The Democratic criticisms are slightly better, but completely misdirected. Here is how Bai describes it:
Lakoff's detractors say that it is he who resembles the traveling elixir salesman, peddling comforting answers at a time when desperate Democrats should be admitting some hard truths about their failure to generate new ideas. ''Every election defeat has a charlatan, some guy who shows up and says, 'Hey, I marketed the lava lamp, and I can market Democratic politics,''' says Kenneth Baer, a former White House speechwriter who wrote an early article attacking Lakoff's ideas in The Washington Monthly. ''At its most basic, it represents the Democratic desire to find a messiah.''
This is simply unfair to Lakoff. He is not a charlatan, even if he's not a good cognitive scientist.

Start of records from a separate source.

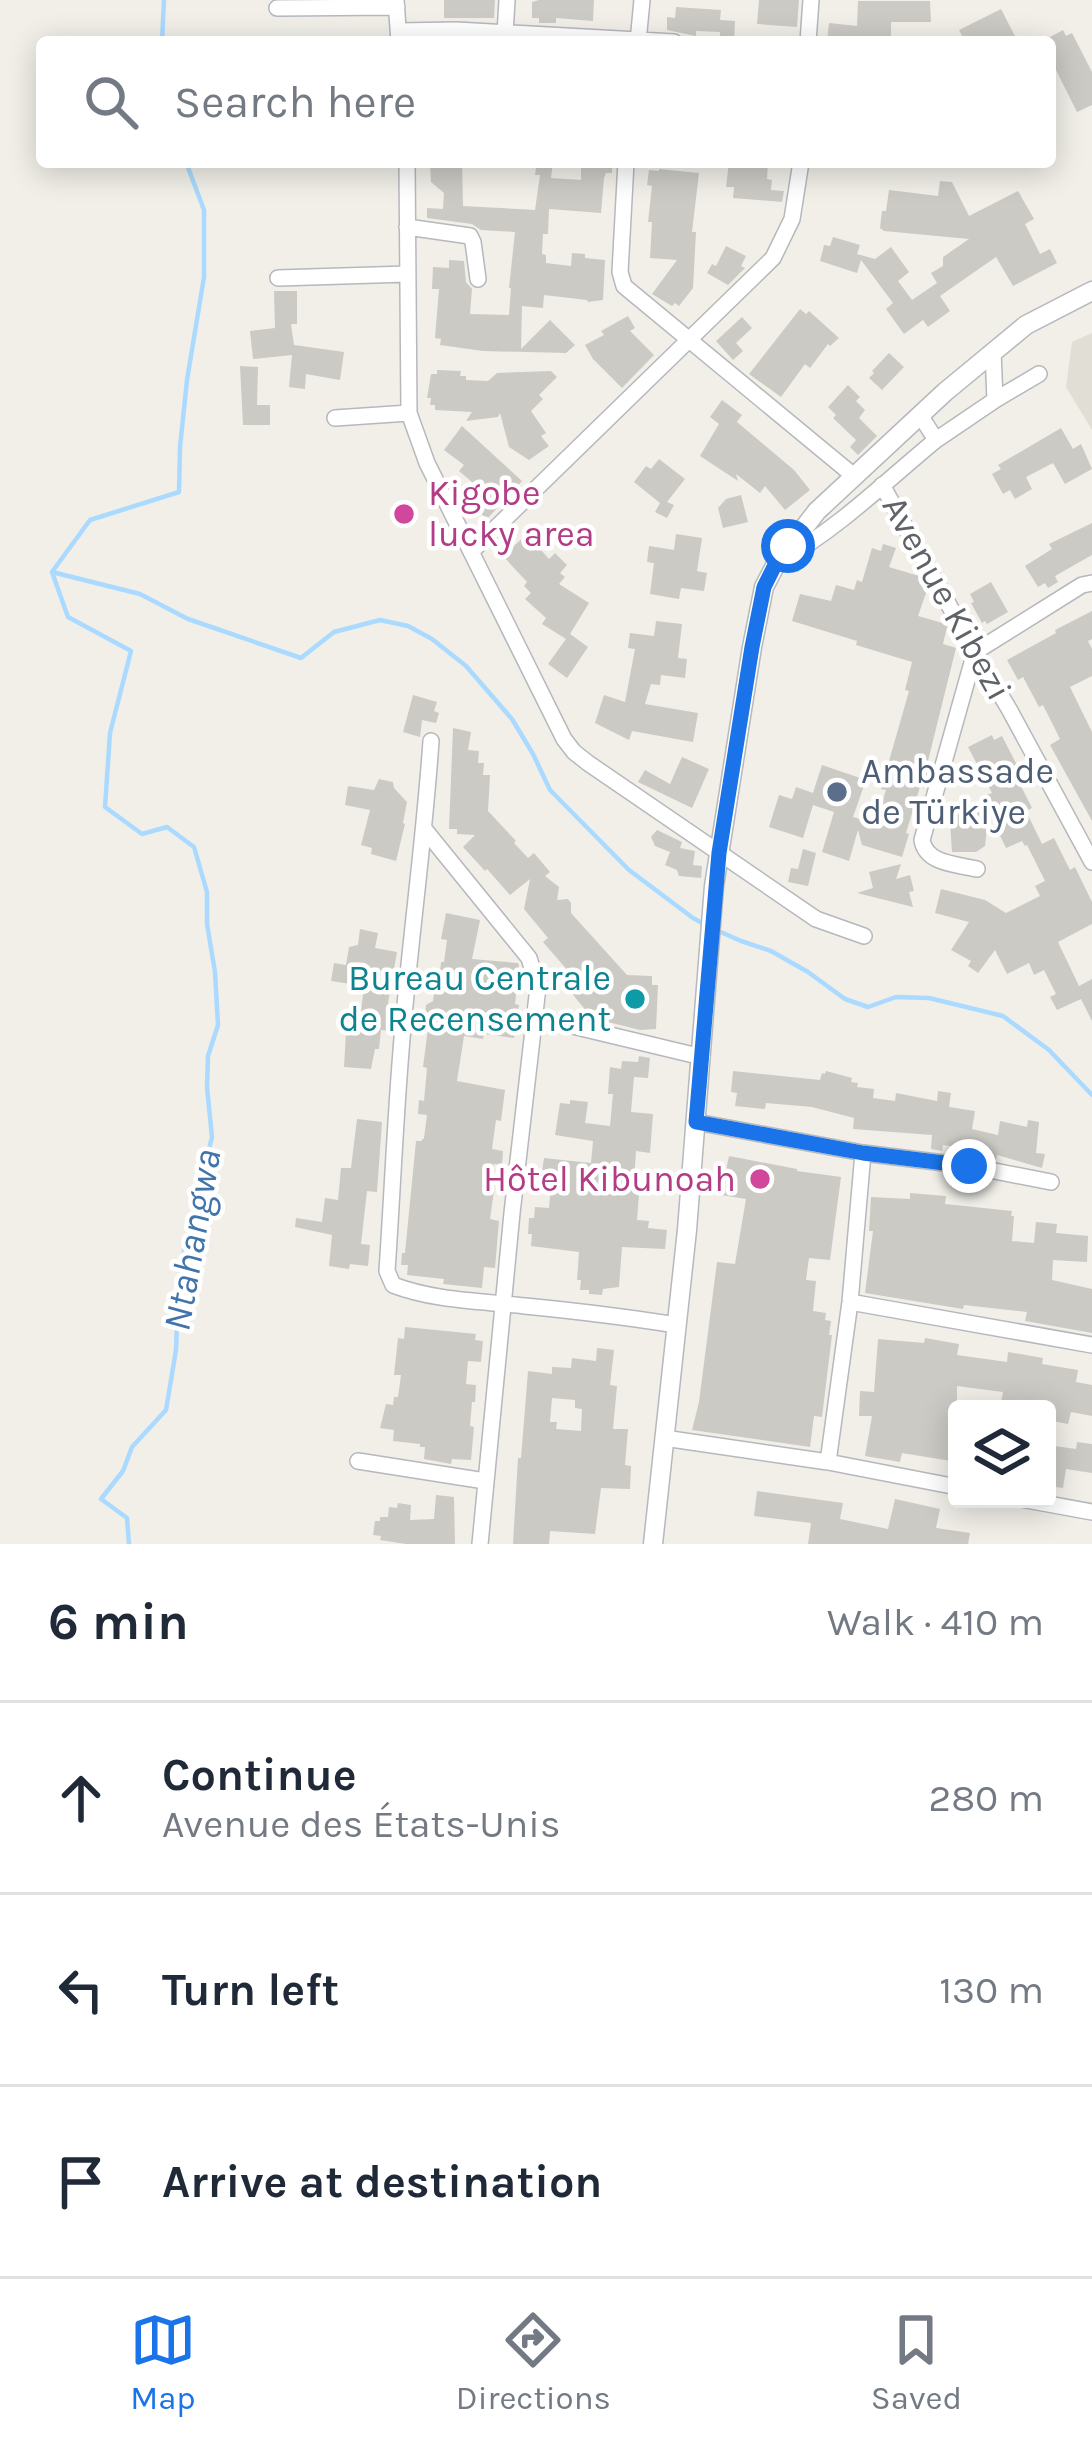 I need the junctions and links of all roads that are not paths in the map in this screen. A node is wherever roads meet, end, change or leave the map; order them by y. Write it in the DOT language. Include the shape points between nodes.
graph roads {
  1 [pos="507,0"];
  2 [pos="642,0"];
  3 [pos="811,0"];
  4 [pos="397,4"];
  5 [pos="277,8"];
  6 [pos="506,34"];
  7 [pos="399,36"];
  8 [pos="544,36"];
  9 [pos="638,36"];
  10 [pos="808,36"];
  11 [pos="406,168"];
  12 [pos="626,168"];
  13 [pos="800,168"];
  14 [pos="407,227"];
  15 [pos="407,274"];
  16 [pos="278,278"];
  17 [pos="478,279"];
  18 [pos="1092,291"];
  19 [pos="687,341"];
  20 [pos="993,351"];
  21 [pos="1039,374"];
  22 [pos="995,400"];
  23 [pos="409,413"];
  24 [pos="920,416"];
  25 [pos="335,418"];
  26 [pos="936,440"];
  27 [pos="854,476"];
  28 [pos="882,485"];
  29 [pos="471,552"];
  30 [pos="776,563"];
  31 [pos="1092,583"];
  32 [pos="975,652"];
  33 [pos="431,741"];
  34 [pos="425,830"];
  35 [pos="719,853"];
  36 [pos="1092,862"];
  37 [pos="977,869"];
  38 [pos="864,936"];
  39 [pos="535,1017"];
  40 [pos="702,1057"];
  41 [pos="696,1122"];
  42 [pos="863,1153"];
  43 [pos="1052,1182"];
  44 [pos="850,1302"];
  45 [pos="504,1304"];
  46 [pos="676,1325"];
  47 [pos="1092,1345"];
  48 [pos="664,1438"];
  49 [pos="358,1460"];
  50 [pos="828,1462"];
  51 [pos="485,1481"];
  52 [pos="948,1485"];
  53 [pos="1056,1505"];
  54 [pos="1092,1512"];
  55 [pos="480,1544"];
  56 [pos="653,1544"];
  1 -- 6 [label="street"];
  2 -- 9 [label="street"];
  3 -- 10 [label="street"];
  4 -- 5 [label="street"];
  4 -- 7 [label="street"];
  6 -- 7 [label="street"];
  6 -- 8 [label="street"];
  11 -- 14 [label="street"];
  12 -- 19 [label="street" via="624,286"];
  13 -- 19 [label="street" via="792,219 773,259"];
  14 -- 15 [label="street"];
  14 -- 17 [label="street" via="470,236"];
  15 -- 16 [label="street"];
  15 -- 23 [label="street"];
  18 -- 20 [label="street"];
  19 -- 27 [label="street"];
  19 -- 29 [label="street"];
  20 -- 22 [label="street"];
  20 -- 24 [label="street"];
  21 -- 22 [label="street, Avenue Kibezi"];
  22 -- 26 [label="street, Avenue Kibezi"];
  23 -- 25 [label="street"];
  23 -- 29 [label="street"];
  24 -- 26 [label="street"];
  24 -- 27 [label="street"];
  26 -- 28 [label="street, Avenue Kibezi"];
  27 -- 30 [label="street"];
  28 -- 30 [label="street"];
  28 -- 32 [label="street, Avenue Kibezi"];
  29 -- 35 [label="street" via="564,740"];
  30 -- 35 [label="street" via="752,647"];
  31 -- 32 [label="street"];
  32 -- 36 [label="street, Avenue Kibezi"];
  32 -- 37 [label="street" via="922,840 930,857"];
  33 -- 34 [label="street"];
  34 -- 39 [label="street" via="529,958 538,986"];
  34 -- 45 [label="street" via="387,1271 393,1286 407,1291"];
  35 -- 38 [label="street" via="816,919"];
  35 -- 40 [label="street"];
  39 -- 40 [label="street"];
  39 -- 45 [label="street"];
  40 -- 41 [label="street"];
  41 -- 42 [label="street"];
  41 -- 46 [label="street"];
  42 -- 43 [label="street"];
  42 -- 44 [label="street"];
  44 -- 47 [label="street"];
  44 -- 50 [label="street"];
  45 -- 46 [label="street"];
  45 -- 51 [label="street"];
  46 -- 48 [label="street"];
  48 -- 50 [label="street"];
  48 -- 56 [label="street"];
  49 -- 51 [label="street"];
  50 -- 52 [label="street"];
  51 -- 55 [label="street"];
  53 -- 54 [label="street"];
}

His central points, about the importance of morality in political discourse, and the use of what we know about how people think to help communicate our ideas better while counteracting the deceptive use of language by Republicans, are dead on. Yet, it is obviously true that many Democrats have latched onto Lakoff without fully understanding what framing entails. It does not mean that we can call taxation "dues for services rendered," and think that people will immediately vote for our candidates.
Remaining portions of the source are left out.